→ Given data
--- START ---
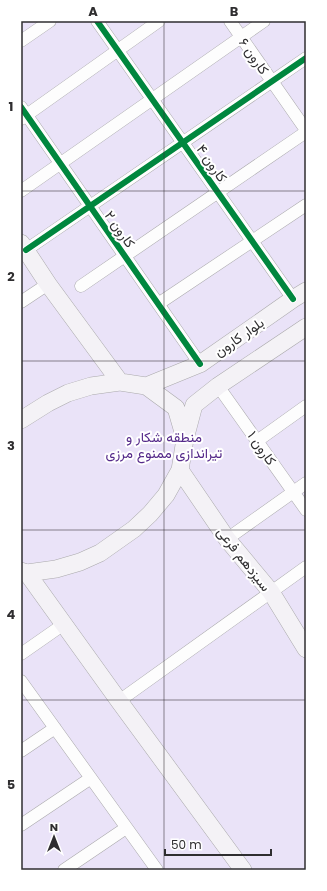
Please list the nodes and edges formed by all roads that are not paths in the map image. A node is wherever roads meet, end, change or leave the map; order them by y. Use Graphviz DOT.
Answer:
graph roads {
  1 [pos="50,21"];
  2 [pos="97,21"];
  3 [pos="159,21"];
  4 [pos="230,21"];
  5 [pos="264,21"];
  6 [pos="241,37"];
  7 [pos="21,41"];
  8 [pos="118,50"];
  9 [pos="306,58"];
  10 [pos="272,82"];
  11 [pos="152,99"];
  12 [pos="23,114"];
  13 [pos="306,131"];
  14 [pos="183,143"];
  15 [pos="60,163"];
  16 [pos="21,191"];
  17 [pos="218,192"];
  18 [pos="306,205"];
  19 [pos="90,206"];
  20 [pos="252,241"];
  21 [pos="23,247"];
  22 [pos="125,256"];
  23 [pos="48,284"];
  24 [pos="81,286"];
  25 [pos="299,295"];
  26 [pos="21,302"];
  27 [pos="158,304"];
  28 [pos="306,327"];
  29 [pos="200,364"];
  30 [pos="120,382"];
  31 [pos="146,386"];
  32 [pos="218,386"];
  33 [pos="306,406"];
  34 [pos="21,420"];
  35 [pos="185,439"];
  36 [pos="257,441"];
  37 [pos="180,470"];
  38 [pos="306,483"];
  39 [pos="293,492"];
  40 [pos="306,510"];
  41 [pos="227,539"];
  42 [pos="306,566"];
  43 [pos="24,572"];
  44 [pos="271,592"];
  45 [pos="64,624"];
  46 [pos="304,641"];
  47 [pos="21,654"];
  48 [pos="21,681"];
  49 [pos="119,701"];
  50 [pos="55,728"];
  51 [pos="21,751"];
  52 [pos="91,778"];
  53 [pos="21,825"];
  54 [pos="126,828"];
  55 [pos="64,870"];
  56 [pos="157,870"];
  57 [pos="243,870"];
  1 -- 7 [label="street"];
  2 -- 8 [label="street, کارون ۴"];
  3 -- 8 [label="street"];
  4 -- 6 [label="street, کارون ۶"];
  5 -- 6 [label="street"];
  6 -- 10 [label="street, کارون ۶"];
  6 -- 11 [label="street"];
  8 -- 11 [label="street, کارون ۴"];
  8 -- 12 [label="street"];
  9 -- 10 [label="street"];
  10 -- 13 [label="street, کارون ۶"];
  10 -- 14 [label="street"];
  11 -- 14 [label="street, کارون ۴"];
  11 -- 15 [label="street"];
  12 -- 15 [label="street, کارون ۲"];
  13 -- 17 [label="street"];
  14 -- 17 [label="street, کارون ۴"];
  14 -- 19 [label="street"];
  15 -- 16 [label="street"];
  15 -- 19 [label="street, کارون ۲"];
  17 -- 20 [label="street, کارون ۴"];
  17 -- 22 [label="street"];
  18 -- 20 [label="street"];
  19 -- 21 [label="street"];
  19 -- 22 [label="street, کارون ۲"];
  20 -- 25 [label="street, کارون ۴"];
  20 -- 27 [label="street"];
  21 -- 23 [label="main road"];
  22 -- 24 [label="street"];
  22 -- 27 [label="street, کارون ۲"];
  23 -- 26 [label="street"];
  23 -- 30 [label="main road"];
  25 -- 29 [label="main road, بلوار کارون"];
  27 -- 29 [label="street, کارون ۲"];
  28 -- 32 [label="main road, بلوار کارون"];
  29 -- 31 [label="main road, بلوار کارون"];
  30 -- 31 [label="main road"];
  30 -- 34 [label="main road"];
  31 -- 35 [label="main road"];
  32 -- 35 [label="main road, بلوار کارون"];
  32 -- 36 [label="street, کارون ۱"];
  33 -- 36 [label="street"];
  35 -- 37 [label="main road, بلوار کارون"];
  36 -- 39 [label="street, کارون ۱"];
  37 -- 41 [label="main road, سیزدهم فرعی"];
  37 -- 43 [label="main road"];
  38 -- 39 [label="street"];
  39 -- 40 [label="street, کارون ۱"];
  39 -- 41 [label="street"];
  41 -- 44 [label="main road, سیزدهم فرعی"];
  42 -- 44 [label="street"];
  43 -- 45 [label="main road"];
  44 -- 46 [label="main road, سیزدهم فرعی"];
  44 -- 49 [label="street"];
  45 -- 47 [label="street"];
  45 -- 49 [label="main road"];
  48 -- 50 [label="street"];
  49 -- 57 [label="main road"];
  50 -- 51 [label="street"];
  50 -- 52 [label="street"];
  52 -- 53 [label="street"];
  52 -- 54 [label="street"];
  54 -- 55 [label="street"];
  54 -- 56 [label="street"];
}
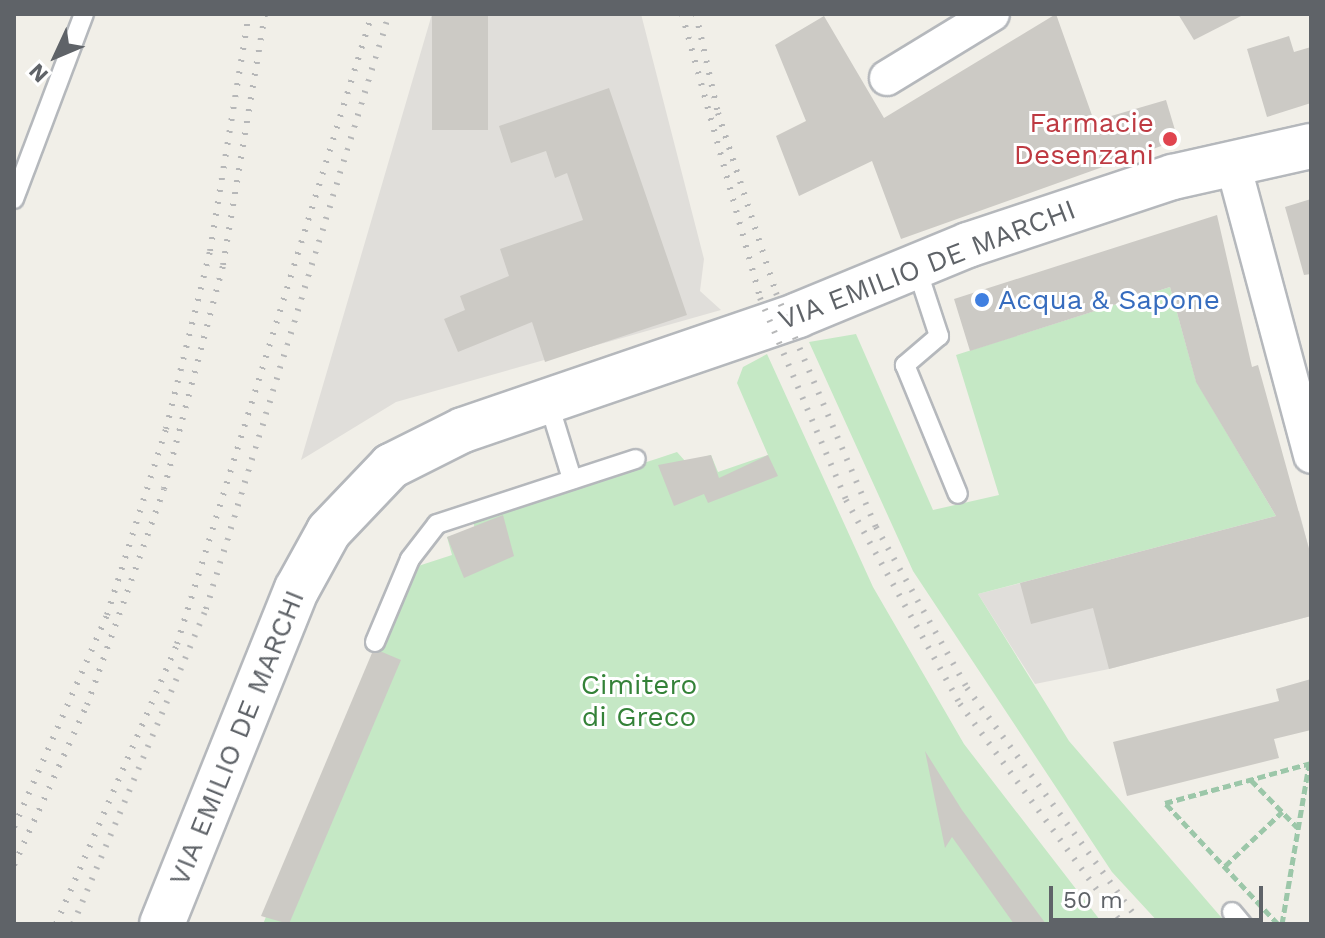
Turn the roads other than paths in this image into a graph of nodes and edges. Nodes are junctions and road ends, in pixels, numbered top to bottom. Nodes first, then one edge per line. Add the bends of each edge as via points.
1 (84, 14) edge
2 (992, 14) edge
3 (887, 78) dead end
4 (1311, 146) edge
5 (1233, 164) junction
6 (14, 199) edge
7 (916, 266) junction
8 (548, 401) junction
9 (1311, 456) edge
10 (636, 459) dead end
11 (572, 479) junction
12 (958, 494) dead end
13 (375, 642) dead end
14 (162, 924) edge

1 - 6 lane
2 - 3 street
4 - 5 street, VIA EMILIO DE MARCHI
5 - 7 street, VIA EMILIO DE MARCHI via 1173,177
5 - 9 street
7 - 8 street, VIA EMILIO DE MARCHI
7 - 12 lane via 939,336 905,365
8 - 11 lane
8 - 14 street, VIA EMILIO DE MARCHI via 422,447 359,493 329,531 270,643
10 - 11 lane
11 - 13 lane via 432,528 410,559

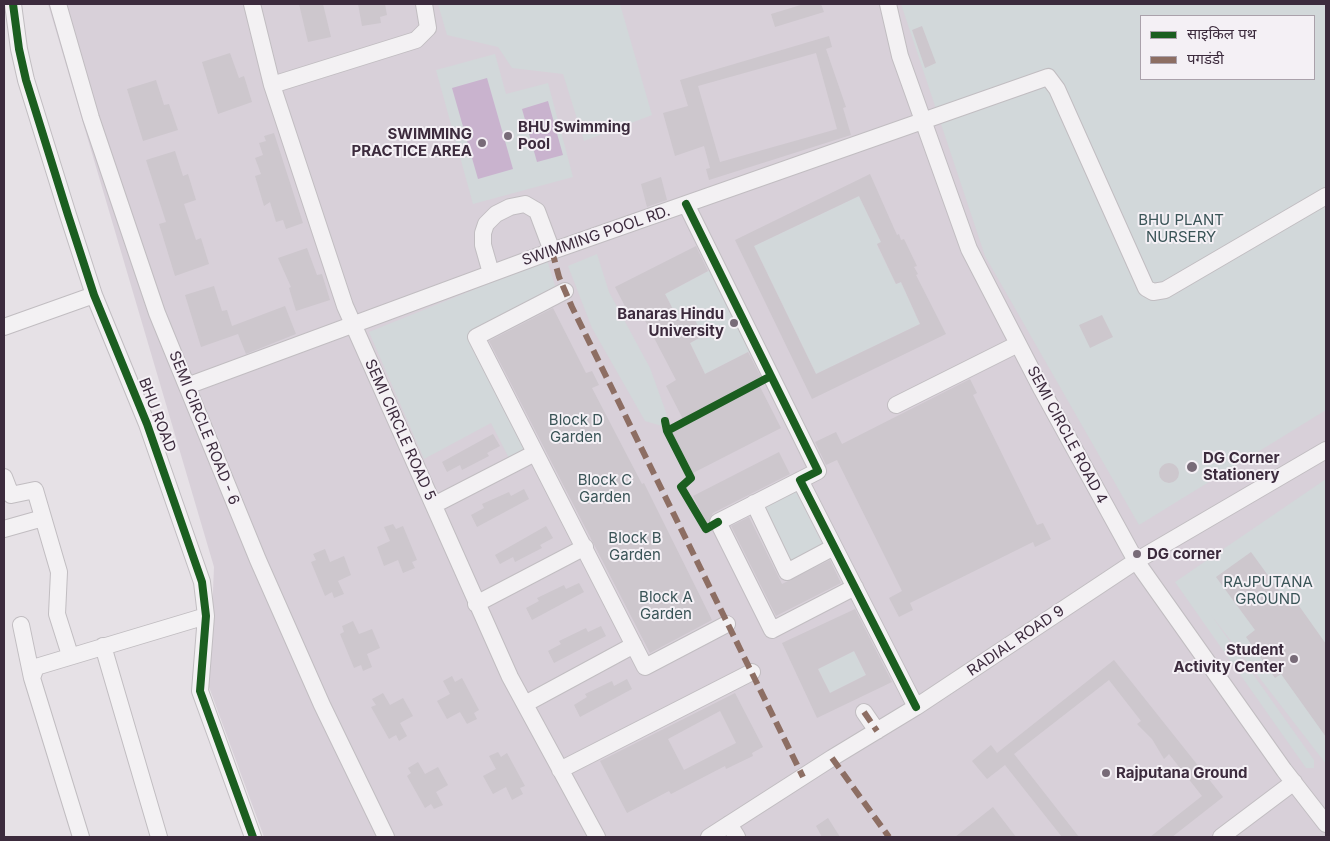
--- END ---
→ Work instructions
Look through the entries. Copy out each line with "MARCHI" in it.

→ Response below
4 - 5 street, VIA EMILIO DE MARCHI
5 - 7 street, VIA EMILIO DE MARCHI via 1173,177
7 - 8 street, VIA EMILIO DE MARCHI
8 - 14 street, VIA EMILIO DE MARCHI via 422,447 359,493 329,531 270,643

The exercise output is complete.